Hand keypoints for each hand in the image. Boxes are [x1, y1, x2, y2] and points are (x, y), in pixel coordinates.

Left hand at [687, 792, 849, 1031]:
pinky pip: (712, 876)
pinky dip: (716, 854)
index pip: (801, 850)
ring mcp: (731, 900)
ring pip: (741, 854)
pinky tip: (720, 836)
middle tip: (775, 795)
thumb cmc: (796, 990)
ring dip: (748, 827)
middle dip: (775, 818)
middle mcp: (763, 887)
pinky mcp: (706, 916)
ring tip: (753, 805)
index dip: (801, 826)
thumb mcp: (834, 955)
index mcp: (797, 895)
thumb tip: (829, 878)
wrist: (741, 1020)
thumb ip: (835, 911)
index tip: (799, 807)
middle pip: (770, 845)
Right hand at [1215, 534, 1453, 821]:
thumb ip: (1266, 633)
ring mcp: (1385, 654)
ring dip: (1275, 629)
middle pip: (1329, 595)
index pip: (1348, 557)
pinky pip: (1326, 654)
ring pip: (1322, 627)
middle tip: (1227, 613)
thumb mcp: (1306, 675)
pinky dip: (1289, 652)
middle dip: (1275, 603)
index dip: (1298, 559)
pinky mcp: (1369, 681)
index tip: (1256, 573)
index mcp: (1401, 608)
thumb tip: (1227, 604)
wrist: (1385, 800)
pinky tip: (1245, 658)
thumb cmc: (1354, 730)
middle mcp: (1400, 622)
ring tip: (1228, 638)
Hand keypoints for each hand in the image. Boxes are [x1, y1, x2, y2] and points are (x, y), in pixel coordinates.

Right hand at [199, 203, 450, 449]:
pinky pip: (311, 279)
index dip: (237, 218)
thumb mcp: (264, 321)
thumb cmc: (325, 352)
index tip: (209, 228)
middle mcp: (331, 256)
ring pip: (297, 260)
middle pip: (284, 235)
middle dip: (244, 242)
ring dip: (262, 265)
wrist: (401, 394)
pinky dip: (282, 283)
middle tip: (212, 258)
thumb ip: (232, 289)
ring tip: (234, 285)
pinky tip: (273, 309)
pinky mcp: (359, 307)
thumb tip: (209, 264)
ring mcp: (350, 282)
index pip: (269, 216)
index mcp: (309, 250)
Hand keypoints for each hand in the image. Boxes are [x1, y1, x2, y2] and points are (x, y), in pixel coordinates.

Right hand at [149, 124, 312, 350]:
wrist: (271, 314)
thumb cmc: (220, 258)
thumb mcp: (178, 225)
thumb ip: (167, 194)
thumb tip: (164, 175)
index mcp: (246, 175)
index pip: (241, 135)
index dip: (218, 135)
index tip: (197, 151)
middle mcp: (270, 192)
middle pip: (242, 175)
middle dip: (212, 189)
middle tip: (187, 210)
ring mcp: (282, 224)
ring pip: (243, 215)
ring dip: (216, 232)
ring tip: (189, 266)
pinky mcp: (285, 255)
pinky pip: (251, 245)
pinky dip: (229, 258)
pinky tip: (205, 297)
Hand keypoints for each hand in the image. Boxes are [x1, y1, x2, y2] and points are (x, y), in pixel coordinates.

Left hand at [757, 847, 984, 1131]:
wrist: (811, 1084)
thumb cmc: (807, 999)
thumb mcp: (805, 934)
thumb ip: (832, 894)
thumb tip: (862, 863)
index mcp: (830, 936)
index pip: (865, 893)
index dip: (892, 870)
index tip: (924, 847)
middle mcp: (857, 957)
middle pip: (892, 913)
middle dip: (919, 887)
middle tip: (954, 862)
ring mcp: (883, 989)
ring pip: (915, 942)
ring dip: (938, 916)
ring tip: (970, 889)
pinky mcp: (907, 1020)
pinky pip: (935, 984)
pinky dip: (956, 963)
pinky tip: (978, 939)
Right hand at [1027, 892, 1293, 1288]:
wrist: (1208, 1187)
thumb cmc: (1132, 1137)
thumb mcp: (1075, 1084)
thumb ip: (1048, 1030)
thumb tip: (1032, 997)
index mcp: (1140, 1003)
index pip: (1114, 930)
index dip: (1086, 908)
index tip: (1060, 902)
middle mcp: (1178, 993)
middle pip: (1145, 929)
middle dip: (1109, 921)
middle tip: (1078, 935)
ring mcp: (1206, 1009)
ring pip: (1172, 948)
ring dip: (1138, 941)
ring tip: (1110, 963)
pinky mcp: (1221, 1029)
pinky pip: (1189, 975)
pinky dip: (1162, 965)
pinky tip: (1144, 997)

*****

What the task requires - All records are to be restated exactly, from the first line to the last line.

The answer -
Hand keypoints for each hand in the image. Boxes are [x1, y1, x2, y2] and points are (x, y), in pixel coordinates.

Left hand at [687, 792, 849, 1031]:
pinky pip: (712, 876)
pinky dip: (716, 854)
index pip: (801, 850)
ring mcp: (731, 900)
ring pip: (741, 854)
pinky tip: (720, 836)
middle tip: (775, 795)
thumb cmc: (796, 990)
ring dip: (748, 827)
middle dip: (775, 818)
middle mcp: (763, 887)
pinky mcp: (706, 916)
ring tip: (753, 805)
index dip: (801, 826)
thumb mcp: (834, 955)
index mcp: (797, 895)
thumb tip: (829, 878)
wrist: (741, 1020)
thumb ip: (835, 911)
index tip: (799, 807)
middle pip: (770, 845)
Right hand at [1215, 534, 1453, 821]:
thumb ip: (1266, 633)
ring mcp: (1385, 654)
ring dip: (1275, 629)
middle pip: (1329, 595)
index pip: (1348, 557)
pinky pip: (1326, 654)
ring pip: (1322, 627)
middle tip: (1227, 613)
thumb mcp: (1306, 675)
pinky dip: (1289, 652)
middle dip: (1275, 603)
index dip: (1298, 559)
pinky mcp: (1369, 681)
index tip: (1256, 573)
index mcp: (1401, 608)
thumb tip: (1227, 604)
wrist: (1385, 800)
pinky tip: (1245, 658)
thumb cmc: (1354, 730)
middle mcp: (1400, 622)
ring tip: (1228, 638)
Hand keypoints for each hand in the image. Boxes are [x1, y1, x2, y2] and points are (x, y), in pixel coordinates.

Right hand at [199, 203, 450, 449]:
pinky pip: (311, 279)
index dip: (237, 218)
thumb mcp: (264, 321)
thumb cmc: (325, 352)
index tip: (209, 228)
middle mcp: (331, 256)
ring pip: (297, 260)
middle pip: (284, 235)
middle dip: (244, 242)
ring dip: (262, 265)
wrist: (401, 394)
pinky dip: (282, 283)
middle tip: (212, 258)
thumb ip: (232, 289)
ring tip: (234, 285)
pinky tip: (273, 309)
pinky mcp: (359, 307)
thumb tip: (209, 264)
ring mcp: (350, 282)
index pip: (269, 216)
index mcp: (309, 250)
Hand keypoints for each hand in the image. Boxes are [x1, y1, x2, y2] and points are (x, y), in pixel coordinates.

Right hand at [149, 124, 312, 350]:
wrist: (271, 314)
thumb cmc: (220, 258)
thumb mcp: (178, 225)
thumb ip: (167, 194)
thumb tip: (164, 175)
index mcp: (246, 175)
index pip: (241, 135)
index dip: (218, 135)
index tip: (197, 151)
middle mcp: (270, 192)
middle pip: (242, 175)
middle dip: (212, 189)
middle tip: (187, 210)
ring mcp: (282, 224)
ring pip: (243, 215)
ring dip: (216, 232)
ring tip: (189, 266)
pinky mcp: (285, 255)
pinky pip: (251, 245)
pinky dip: (229, 258)
pinky tip: (205, 297)
Hand keypoints for each hand in the image. Boxes are [x1, y1, x2, y2] and points are (x, y), in pixel coordinates.

Left hand at [757, 847, 984, 1131]:
wrist: (811, 1084)
thumb cmc: (807, 999)
thumb mcp: (805, 934)
thumb ip: (832, 894)
thumb tip: (862, 863)
index mcp: (830, 936)
index pip: (865, 893)
index dip: (892, 870)
index tip: (924, 847)
middle mcp: (857, 957)
middle pip: (892, 913)
middle dip: (919, 887)
middle tip: (954, 862)
ring mcp: (883, 989)
ring pip: (915, 942)
ring dip: (938, 916)
ring tip: (970, 889)
pinky mcp: (907, 1020)
pinky pip: (935, 984)
pinky dip: (956, 963)
pinky tip: (978, 939)
Right hand at [1027, 892, 1293, 1288]:
wrist: (1208, 1187)
thumb cmc: (1132, 1137)
thumb mcp: (1075, 1084)
thumb ip: (1048, 1030)
thumb tip: (1032, 997)
index mcp: (1140, 1003)
index pip: (1114, 930)
index dip: (1086, 908)
index tip: (1060, 902)
middle mcp: (1178, 993)
middle pip: (1145, 929)
middle dip: (1109, 921)
middle tip: (1078, 935)
ring mcp: (1206, 1009)
ring pip: (1172, 948)
ring dip: (1138, 941)
ring tip: (1110, 963)
pinky mcp: (1221, 1029)
pinky pip: (1189, 975)
pinky dip: (1162, 965)
pinky tip: (1144, 997)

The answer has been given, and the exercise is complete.